# Pcb270ts



## mveach (Jul 3, 2010)

I had looked at this saw a number of times before buying it. I took about 2 hours to assemble. I had help lifting the saw onto the base. once assembled, I checked the blade for 90 and 45. both were 0.1 deg. out. Correcting this was no problem. This saw has an unusual stop setup that indexes in 0.1 deg increments. The blade was very close to perfectly aligned wither the miter slots. The fence was out a little but was also very easy to adjust. the reeving knife took the most time to adjust because you have to loosen a knob and 2 lock down screws, make adjustments to the 4 adjusting screws, tighten the lock down screws and knob then check the alignment again and repeat until it is dead on.

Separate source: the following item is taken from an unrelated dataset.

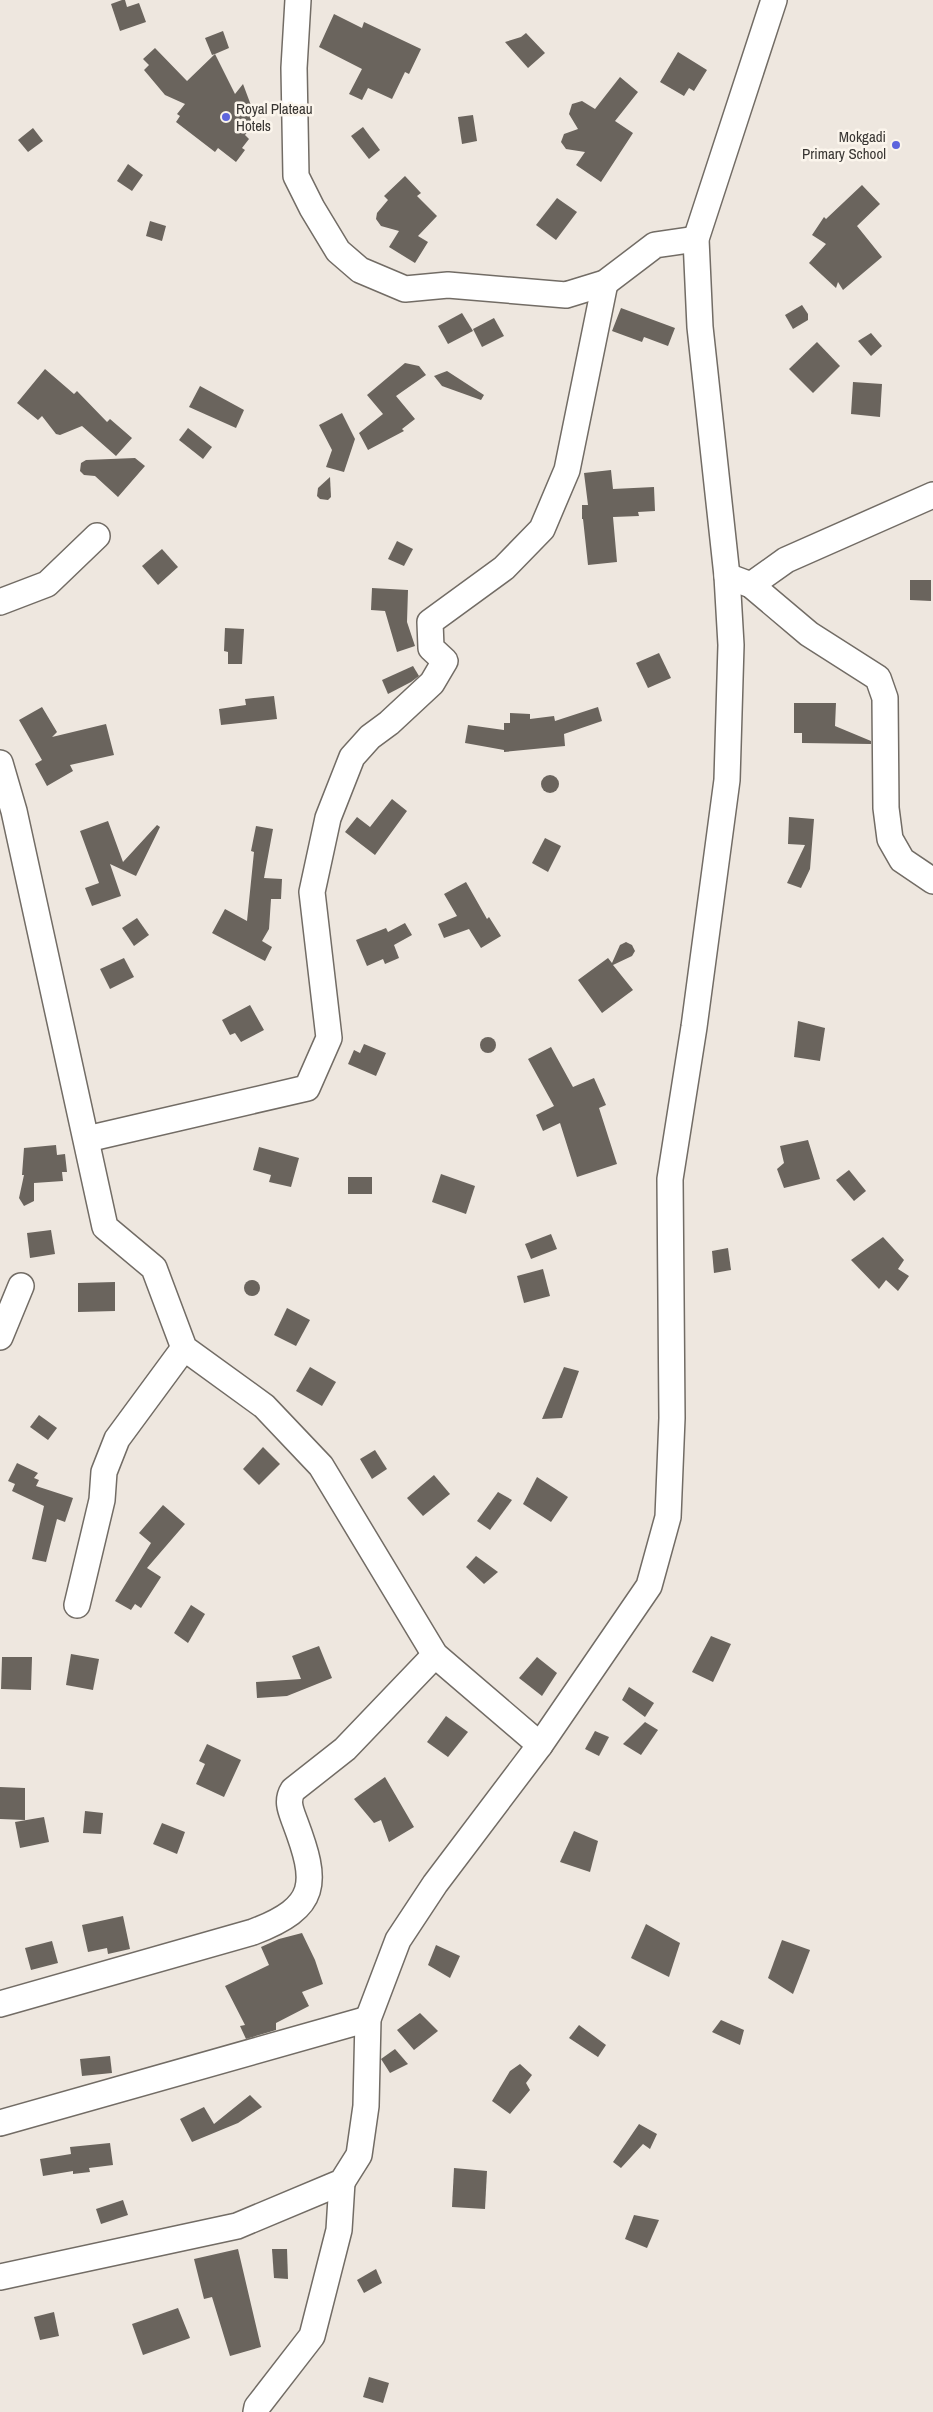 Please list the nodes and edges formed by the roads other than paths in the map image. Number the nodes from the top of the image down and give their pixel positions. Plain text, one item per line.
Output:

I also replaced the blade with a Dewalt blade. A test cut showed only a few slight blade marks. I placed the cut down on the table and it looked perfect. The bevel gage is nice for setting the blade before the final tweak. The fine adjustment wheels on the fence are great for moving the fence just a few thousands. Now I had bin reading where people would refer to the nickel test. after finding out what this was, I tried it with no problem. Then i decided to try a dime. Once I got the dime to stand up with the saw off, I turned it on and the dime stayed standing. I let it run for awhile then shut it off. When the blade stopped, the dime was still standing. Now this is not a heavy production saw. But, for a home shop and a $600 price tag, it is one fine saw. :yes:


----------



## ACP (Jan 24, 2009)

Congrats! Always fun bringing home a new member of the family.


----------